Formally, we define a HMM model M as

$$ M=(\Upphi,{\bf B},\pi) $$

The key point is that the data consist of observations of the events V, which are mapped to the underlying Markovian transitions between unobserved states Q by the transition matrices \(\varvec{\Upphi}\) and B. A Markov chain has a strict one-to-one mapping between observations and underlying states. This is not a requirement for HMM, where an observation can typically be generated by several different states, and the probabilities of generating an observation given a state differ.

From above, we define Q to be an unobserved fixed state sequence (path through possible states Q) of length T (i.e., T sampling events), and corresponding observations O made at discrete time intervals:

$$ \begin{aligned} Q &= q_1, q_2, \ldots , q_T \\ O &= o_1, o_2, \ldots , o_T \\ \end{aligned} $$

Given O, there are 3 primary questions of interest:

1. 1.

   What is the probability of the observed ‘event history’ O, given the model M? In other words, we wish to calculate Pr(O|M). This is usually referred to as evaluation.

2. 2.

   At each time step, what state is most likely? In other words, what is the hidden state sequence Q that was most likely to have produced a given observation sequence O? It is important to note that the sequence of states computed by this criterion might be impossible. Thus more often we are interested in what single sequence of states has the largest probability of occurrence. That is, find the state sequence \(q_1,q_2,\ldots,q_T\) such that \(Pr(o_1,o_2,\ldots,o_T | M)\) is maximized. This is usually referred to as decoding.

3. 3.

   Given some data, how do we “learn” a good hidden Markov model to describe the data? That is, given the structure of a HMM, and observed event data, how do we parameterize the model which maximizes Pr(O|M)? This is referred to as learning.

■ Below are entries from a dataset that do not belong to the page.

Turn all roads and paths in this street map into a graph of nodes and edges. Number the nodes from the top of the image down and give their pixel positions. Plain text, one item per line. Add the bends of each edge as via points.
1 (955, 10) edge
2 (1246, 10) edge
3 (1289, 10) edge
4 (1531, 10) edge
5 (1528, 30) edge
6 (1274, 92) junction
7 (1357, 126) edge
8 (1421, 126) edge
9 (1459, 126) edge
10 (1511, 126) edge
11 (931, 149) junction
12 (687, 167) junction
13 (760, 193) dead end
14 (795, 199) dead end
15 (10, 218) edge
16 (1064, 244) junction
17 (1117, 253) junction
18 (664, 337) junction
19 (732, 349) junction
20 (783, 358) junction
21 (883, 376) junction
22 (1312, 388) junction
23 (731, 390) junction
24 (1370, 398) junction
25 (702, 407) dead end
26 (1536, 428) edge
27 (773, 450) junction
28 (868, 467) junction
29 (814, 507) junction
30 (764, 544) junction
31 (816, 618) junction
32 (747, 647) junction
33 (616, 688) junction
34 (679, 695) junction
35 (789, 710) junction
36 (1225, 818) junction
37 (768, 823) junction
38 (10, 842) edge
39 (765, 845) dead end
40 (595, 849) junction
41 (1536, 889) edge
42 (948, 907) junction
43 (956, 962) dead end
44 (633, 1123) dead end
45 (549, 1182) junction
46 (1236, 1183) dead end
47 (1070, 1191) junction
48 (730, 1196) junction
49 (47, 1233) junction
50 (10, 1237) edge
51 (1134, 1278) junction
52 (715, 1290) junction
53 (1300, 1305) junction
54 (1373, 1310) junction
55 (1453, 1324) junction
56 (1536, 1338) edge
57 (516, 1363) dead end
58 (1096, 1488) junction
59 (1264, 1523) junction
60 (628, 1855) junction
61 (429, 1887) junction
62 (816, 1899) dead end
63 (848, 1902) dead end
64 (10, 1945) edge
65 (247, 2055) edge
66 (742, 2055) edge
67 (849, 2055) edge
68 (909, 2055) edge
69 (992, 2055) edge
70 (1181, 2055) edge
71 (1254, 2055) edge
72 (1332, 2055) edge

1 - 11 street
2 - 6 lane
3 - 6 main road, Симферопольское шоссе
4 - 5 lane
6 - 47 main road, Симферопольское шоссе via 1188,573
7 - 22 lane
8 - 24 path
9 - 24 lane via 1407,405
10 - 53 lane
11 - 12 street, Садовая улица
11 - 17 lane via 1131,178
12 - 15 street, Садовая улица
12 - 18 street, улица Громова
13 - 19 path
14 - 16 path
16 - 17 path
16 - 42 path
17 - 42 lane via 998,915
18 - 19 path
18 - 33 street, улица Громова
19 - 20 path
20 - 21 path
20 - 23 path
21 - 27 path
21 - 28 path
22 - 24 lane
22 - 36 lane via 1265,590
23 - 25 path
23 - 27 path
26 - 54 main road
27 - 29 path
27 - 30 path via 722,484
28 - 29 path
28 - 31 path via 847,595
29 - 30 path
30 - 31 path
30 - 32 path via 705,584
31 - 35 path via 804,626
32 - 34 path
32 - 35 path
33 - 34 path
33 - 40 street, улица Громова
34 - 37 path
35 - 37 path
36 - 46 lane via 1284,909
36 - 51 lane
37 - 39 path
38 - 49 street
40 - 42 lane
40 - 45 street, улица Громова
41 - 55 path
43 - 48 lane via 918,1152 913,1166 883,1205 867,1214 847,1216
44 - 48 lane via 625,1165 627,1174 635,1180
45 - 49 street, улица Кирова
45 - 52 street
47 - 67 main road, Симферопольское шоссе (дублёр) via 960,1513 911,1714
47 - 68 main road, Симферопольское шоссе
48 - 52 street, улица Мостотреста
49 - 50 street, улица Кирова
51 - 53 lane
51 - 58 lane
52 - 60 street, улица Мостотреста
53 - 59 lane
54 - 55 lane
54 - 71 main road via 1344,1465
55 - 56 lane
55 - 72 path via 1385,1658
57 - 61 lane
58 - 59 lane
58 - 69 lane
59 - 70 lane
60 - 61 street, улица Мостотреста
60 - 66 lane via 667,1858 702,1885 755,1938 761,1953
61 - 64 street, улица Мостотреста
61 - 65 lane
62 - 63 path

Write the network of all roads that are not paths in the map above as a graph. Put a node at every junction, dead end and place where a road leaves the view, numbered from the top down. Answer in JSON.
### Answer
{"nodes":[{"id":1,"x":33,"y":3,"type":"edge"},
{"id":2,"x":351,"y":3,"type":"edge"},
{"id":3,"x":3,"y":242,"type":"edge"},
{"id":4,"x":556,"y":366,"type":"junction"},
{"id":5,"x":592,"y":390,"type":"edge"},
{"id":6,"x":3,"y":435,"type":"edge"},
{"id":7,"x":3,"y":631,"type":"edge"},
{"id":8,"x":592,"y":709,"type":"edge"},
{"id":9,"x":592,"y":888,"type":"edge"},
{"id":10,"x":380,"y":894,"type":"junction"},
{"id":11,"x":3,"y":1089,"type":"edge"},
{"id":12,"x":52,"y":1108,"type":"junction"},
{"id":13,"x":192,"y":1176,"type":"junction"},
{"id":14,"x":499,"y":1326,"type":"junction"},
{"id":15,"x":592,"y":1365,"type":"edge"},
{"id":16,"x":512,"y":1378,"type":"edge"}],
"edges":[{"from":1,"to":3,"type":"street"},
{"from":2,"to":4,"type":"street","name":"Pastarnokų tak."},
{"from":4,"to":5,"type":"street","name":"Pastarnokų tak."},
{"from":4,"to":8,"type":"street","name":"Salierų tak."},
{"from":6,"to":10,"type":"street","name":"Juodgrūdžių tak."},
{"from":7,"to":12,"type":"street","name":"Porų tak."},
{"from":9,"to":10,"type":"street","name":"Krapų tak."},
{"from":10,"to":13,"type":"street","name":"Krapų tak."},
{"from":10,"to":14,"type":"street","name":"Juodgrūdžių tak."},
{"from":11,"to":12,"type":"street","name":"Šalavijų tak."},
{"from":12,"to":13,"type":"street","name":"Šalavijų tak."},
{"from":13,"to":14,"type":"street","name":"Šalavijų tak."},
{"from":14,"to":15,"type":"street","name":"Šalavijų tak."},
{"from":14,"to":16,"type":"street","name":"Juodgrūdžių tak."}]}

Due to the large number of possible sample paths, even for low dimension HMM with small time horizon T, the need for an efficient algorithm to satisfy the objectives (noted above) should be apparent. Consider, for example, the evaluation problem—trying to find the probability of observations \(O=\{o_1,o_2,\ldots,o_T\}\) by means of considering all possible hidden state sequences is clearly impractical (for even simple problems, the number of possible state sequences R is astronomically large). Generally, dynamic programming approaches are used to minimize the computational burden. Forward–backward and Viterbi algorithms are frequently applied to the evaluation and decoding problems, respectively. For the learning problem (estimation of parameters for the HMM), the Baum–Welch algorithm is frequently used (the Baum–Welch algorithm is a generalized expectation–maximization routine, and can compute maximum likelihood estimates and posterior mode estimates for the parameters—both transition and event probabilities—of a HMM, when given only ‘events’ as training data), but analysis with complete data (sensu Schofield and Barker 2008) is certainly also possible. The Baum–Welch and related estimation approaches do not estimate the number of states—that must be specified and fixed. For a more comprehensive introduction to general inference from HMM, see Cappé et al. (2005).